Oh, yeah. That character went from fun to broken post-AP at 11th level.
I think it is a weak option at 1-10. It isn't that some of the direct damage powers aren't decent powers, you just NEED a lot of little control effects so you have the right one for the right time and can keep wrong-footing the enemy consistently.
Nod. I had a few. Ray of Frost, because that was the other only at-will the previous wizard didn't take (darn humans), Color Spray, and the various dailies, of course (oh, I /took/ Fireball, but didn't prep it often - used it /once/, albeit well).
Personally I put AoE type stuff pretty much on the control side, but yeah now and then you WILL do good damage with it, and the implied threat is nice. The thing that was tough was you had things like Scorching Burst that didn't do ANY control.
Except that AoE control, of course.
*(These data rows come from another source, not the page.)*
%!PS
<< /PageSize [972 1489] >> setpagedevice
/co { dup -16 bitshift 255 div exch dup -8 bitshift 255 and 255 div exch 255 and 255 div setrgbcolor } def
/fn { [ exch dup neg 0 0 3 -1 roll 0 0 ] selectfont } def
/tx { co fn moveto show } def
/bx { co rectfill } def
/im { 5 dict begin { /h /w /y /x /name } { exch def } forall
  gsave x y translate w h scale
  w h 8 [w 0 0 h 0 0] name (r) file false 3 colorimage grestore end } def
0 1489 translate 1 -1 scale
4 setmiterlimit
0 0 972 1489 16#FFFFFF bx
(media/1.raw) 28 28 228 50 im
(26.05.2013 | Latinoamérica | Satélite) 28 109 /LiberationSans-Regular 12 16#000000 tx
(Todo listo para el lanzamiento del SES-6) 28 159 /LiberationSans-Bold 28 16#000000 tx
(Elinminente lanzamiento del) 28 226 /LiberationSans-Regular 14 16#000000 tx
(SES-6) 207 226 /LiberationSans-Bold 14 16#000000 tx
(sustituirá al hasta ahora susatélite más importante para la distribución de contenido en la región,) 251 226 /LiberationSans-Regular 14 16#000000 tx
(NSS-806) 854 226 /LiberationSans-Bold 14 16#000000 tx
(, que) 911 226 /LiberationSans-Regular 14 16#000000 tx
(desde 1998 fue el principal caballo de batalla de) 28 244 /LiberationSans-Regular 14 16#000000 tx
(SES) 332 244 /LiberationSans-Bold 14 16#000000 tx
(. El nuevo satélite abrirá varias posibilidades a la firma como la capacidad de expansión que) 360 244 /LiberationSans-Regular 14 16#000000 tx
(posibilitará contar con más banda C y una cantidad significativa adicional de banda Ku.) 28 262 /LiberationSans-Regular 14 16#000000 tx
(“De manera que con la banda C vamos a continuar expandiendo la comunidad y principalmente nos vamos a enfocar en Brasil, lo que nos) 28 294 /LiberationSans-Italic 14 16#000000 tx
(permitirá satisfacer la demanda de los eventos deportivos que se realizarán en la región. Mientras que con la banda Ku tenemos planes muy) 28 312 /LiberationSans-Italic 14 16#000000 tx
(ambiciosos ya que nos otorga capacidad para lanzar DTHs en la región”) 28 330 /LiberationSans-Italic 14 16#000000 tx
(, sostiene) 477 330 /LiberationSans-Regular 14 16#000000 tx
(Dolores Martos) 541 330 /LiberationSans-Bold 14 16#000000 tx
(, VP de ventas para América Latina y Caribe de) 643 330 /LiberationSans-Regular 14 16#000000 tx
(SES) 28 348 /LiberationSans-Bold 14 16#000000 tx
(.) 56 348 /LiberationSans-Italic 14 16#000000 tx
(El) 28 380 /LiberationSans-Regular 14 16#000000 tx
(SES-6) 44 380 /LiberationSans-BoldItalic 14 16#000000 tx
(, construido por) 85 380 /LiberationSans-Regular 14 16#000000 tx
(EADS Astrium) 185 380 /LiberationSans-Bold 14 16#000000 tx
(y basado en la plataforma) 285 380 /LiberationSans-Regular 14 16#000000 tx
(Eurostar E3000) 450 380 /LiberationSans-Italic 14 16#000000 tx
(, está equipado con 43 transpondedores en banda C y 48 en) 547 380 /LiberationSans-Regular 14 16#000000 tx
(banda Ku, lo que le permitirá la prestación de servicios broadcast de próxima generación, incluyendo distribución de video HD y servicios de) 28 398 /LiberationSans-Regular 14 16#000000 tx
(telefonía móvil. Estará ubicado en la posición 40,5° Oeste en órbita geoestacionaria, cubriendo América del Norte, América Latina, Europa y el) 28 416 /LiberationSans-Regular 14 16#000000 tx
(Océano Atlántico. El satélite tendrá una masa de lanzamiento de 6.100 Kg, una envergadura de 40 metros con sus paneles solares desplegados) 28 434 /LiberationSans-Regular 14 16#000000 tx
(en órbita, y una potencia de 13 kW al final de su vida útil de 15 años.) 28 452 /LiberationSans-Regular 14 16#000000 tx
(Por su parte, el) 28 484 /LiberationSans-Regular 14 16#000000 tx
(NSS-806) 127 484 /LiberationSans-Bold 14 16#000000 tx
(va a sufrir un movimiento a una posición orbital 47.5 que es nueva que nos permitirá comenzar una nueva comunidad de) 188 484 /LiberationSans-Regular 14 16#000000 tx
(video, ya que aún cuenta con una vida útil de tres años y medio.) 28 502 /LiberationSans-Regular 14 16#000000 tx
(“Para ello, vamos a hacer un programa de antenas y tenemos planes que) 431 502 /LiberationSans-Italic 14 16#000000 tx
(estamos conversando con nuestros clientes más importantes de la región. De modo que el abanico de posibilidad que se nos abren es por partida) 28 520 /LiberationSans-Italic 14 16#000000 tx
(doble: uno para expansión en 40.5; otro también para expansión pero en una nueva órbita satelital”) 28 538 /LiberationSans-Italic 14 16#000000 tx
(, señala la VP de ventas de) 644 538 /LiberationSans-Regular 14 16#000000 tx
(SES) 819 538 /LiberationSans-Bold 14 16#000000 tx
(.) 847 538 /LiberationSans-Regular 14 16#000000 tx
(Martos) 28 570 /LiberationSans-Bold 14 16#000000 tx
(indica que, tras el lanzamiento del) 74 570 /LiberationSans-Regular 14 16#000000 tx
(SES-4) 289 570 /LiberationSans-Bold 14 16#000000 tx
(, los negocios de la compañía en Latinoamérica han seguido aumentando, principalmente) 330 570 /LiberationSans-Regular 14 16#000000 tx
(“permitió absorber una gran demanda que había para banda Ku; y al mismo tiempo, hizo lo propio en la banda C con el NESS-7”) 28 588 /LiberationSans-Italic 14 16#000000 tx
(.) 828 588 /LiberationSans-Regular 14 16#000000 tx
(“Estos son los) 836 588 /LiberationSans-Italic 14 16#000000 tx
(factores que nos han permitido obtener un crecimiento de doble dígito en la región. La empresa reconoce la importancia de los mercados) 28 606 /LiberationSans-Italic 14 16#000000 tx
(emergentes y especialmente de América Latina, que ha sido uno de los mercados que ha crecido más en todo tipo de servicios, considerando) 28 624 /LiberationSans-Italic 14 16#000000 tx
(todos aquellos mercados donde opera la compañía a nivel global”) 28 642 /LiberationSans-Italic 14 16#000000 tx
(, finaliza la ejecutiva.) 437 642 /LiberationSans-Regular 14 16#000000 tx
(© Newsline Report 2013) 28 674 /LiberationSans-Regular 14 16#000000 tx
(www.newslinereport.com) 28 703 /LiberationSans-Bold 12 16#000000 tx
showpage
Someone - not sure if it was in this thread - mentioned the Goblin Hexer and his nasty vexing cloud. That group went up against it 3 times. The first, in the first campaign, it was pretty aweful, Hobgoblins formed up in a tight phalanx inside the cloud, very hard to hit. In order to Thunder Wave them, our wizard would have had to go into the cloud (not to mention risk being beaten on by soldiers), after using Icy Terrain and Shock Sphere she was out of 'punish them for being grouped up' powers. Second time, second campaign, similar scenario, Scorching Burst damage added up pretty fast (compared to melee types missing on a 15) on the phalanxing hobgoblins, who's AC bonus and concealment & attack penalty from the cloud meant nothing to the wizard standing 10 squares away, pounding on REF.